#### DIRECTIONS:
Starting with the line that contains "For a GIS import: Serialize", copy out each line through the end of the entries below, exactly as written, and nothing else.

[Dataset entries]
################

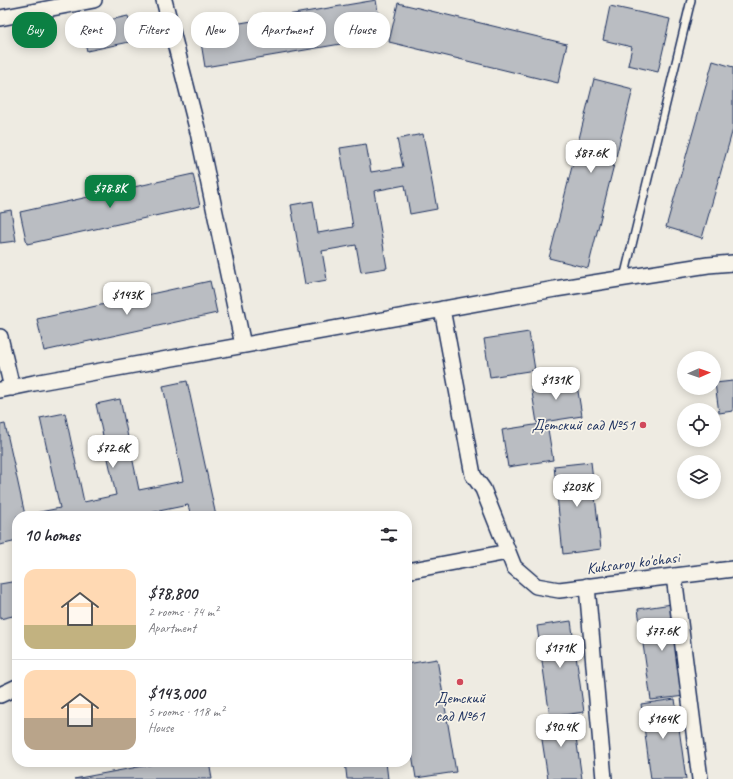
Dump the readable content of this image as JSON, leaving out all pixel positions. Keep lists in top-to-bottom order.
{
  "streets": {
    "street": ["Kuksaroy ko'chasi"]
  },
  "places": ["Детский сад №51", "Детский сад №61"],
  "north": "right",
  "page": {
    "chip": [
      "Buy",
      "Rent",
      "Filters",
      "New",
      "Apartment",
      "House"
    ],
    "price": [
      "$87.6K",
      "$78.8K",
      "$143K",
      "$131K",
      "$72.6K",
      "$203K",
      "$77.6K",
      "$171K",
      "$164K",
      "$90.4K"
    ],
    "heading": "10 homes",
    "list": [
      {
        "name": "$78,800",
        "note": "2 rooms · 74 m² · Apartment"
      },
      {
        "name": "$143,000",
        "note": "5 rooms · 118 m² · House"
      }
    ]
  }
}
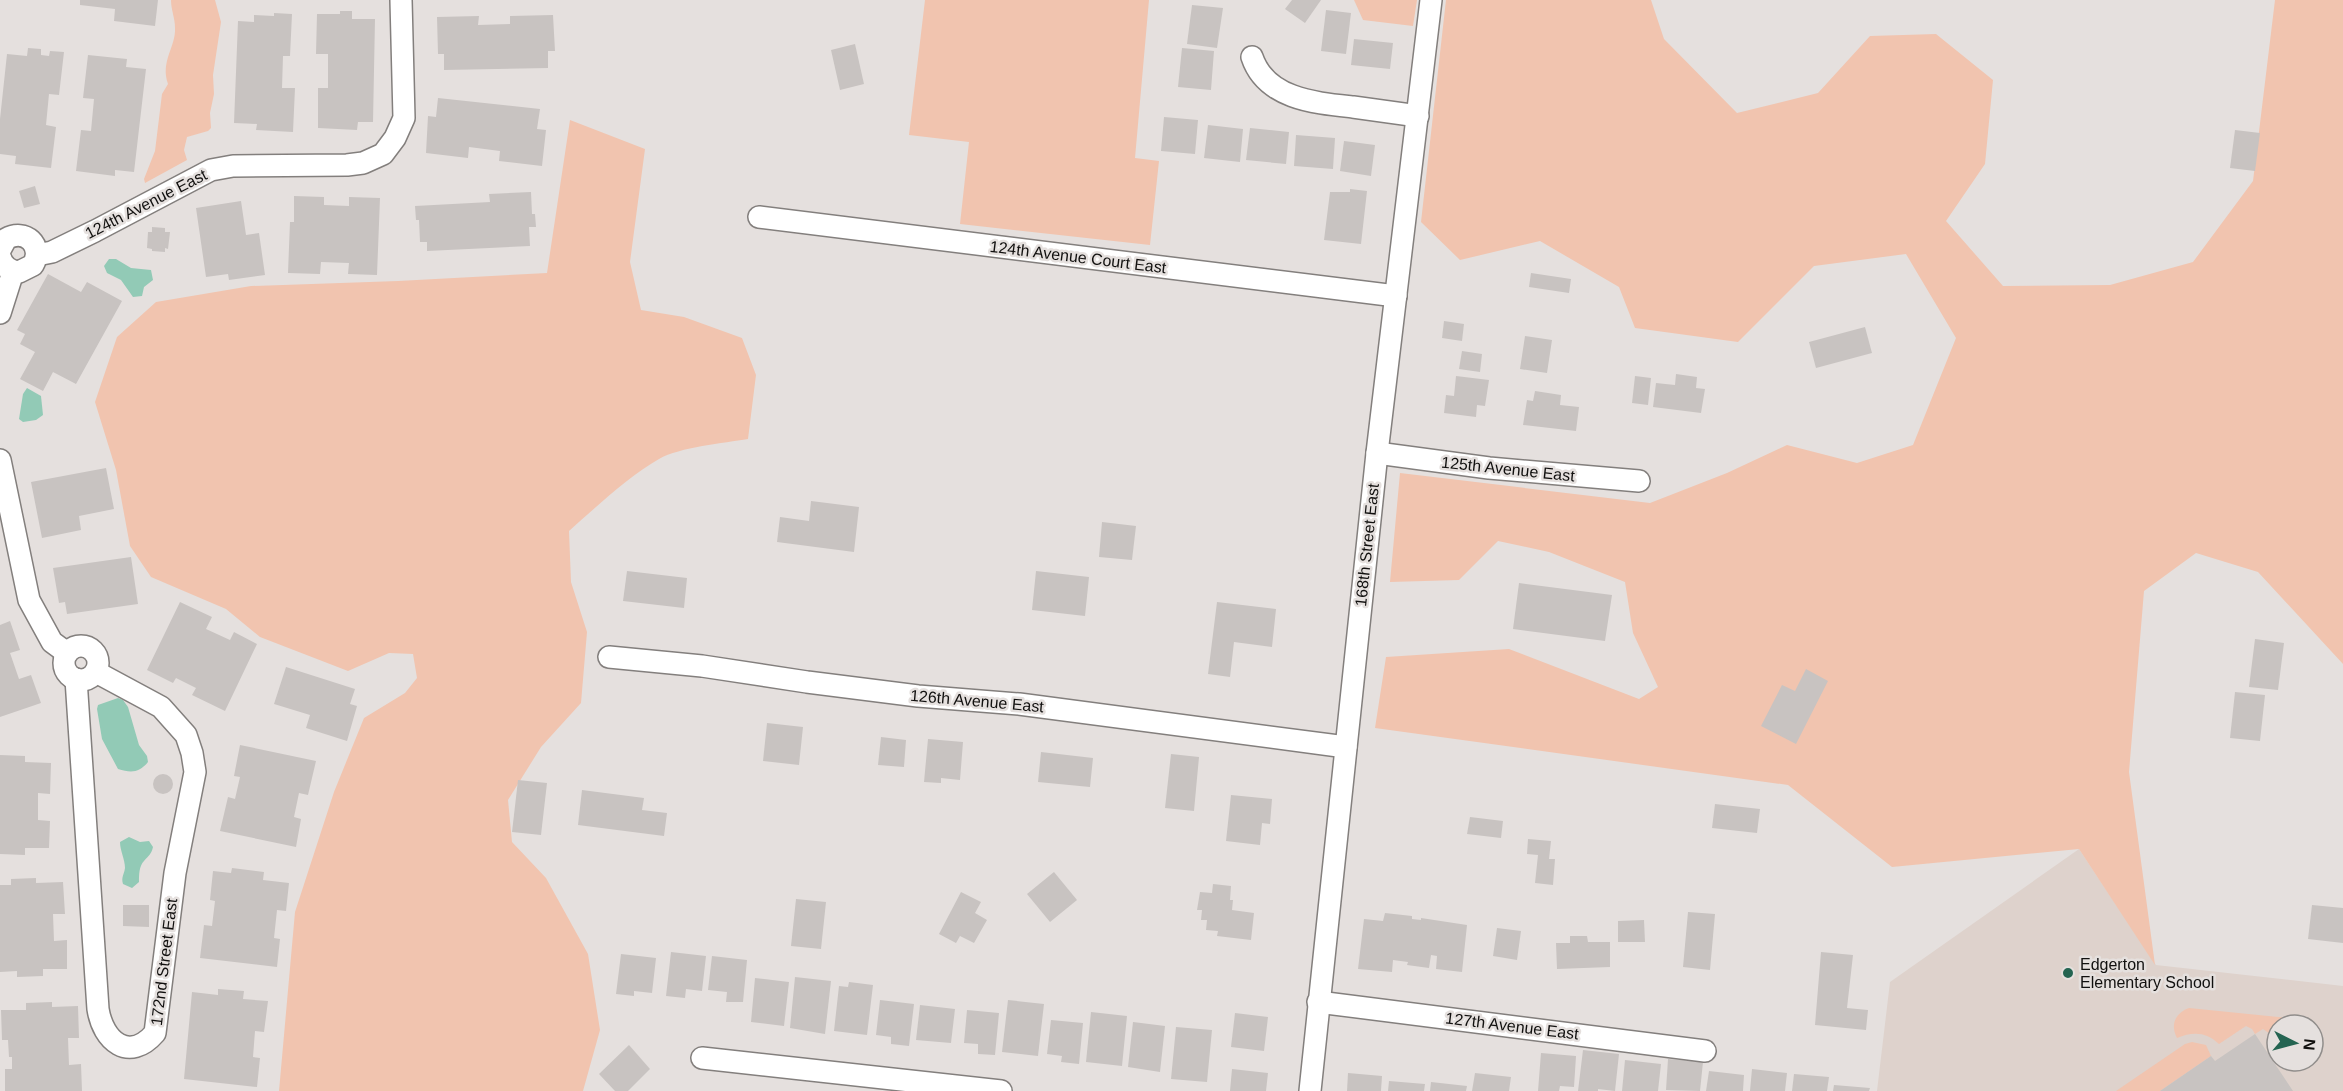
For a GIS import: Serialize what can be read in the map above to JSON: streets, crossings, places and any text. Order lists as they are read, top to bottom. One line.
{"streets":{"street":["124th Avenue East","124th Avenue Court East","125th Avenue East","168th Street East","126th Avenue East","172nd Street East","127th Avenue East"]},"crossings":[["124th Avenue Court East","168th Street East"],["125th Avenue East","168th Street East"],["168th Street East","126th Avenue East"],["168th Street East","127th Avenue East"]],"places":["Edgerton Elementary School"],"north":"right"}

################

#### TASK ANSWER:
For a GIS import: Serialize what can be read in the map above to JSON: streets, crossings, places and any text. Order lists as they are read, top to bottom. One line.
{"streets":{"street":["124th Avenue East","124th Avenue Court East","125th Avenue East","168th Street East","126th Avenue East","172nd Street East","127th Avenue East"]},"crossings":[["124th Avenue Court East","168th Street East"],["125th Avenue East","168th Street East"],["168th Street East","126th Avenue East"],["168th Street East","127th Avenue East"]],"places":["Edgerton Elementary School"],"north":"right"}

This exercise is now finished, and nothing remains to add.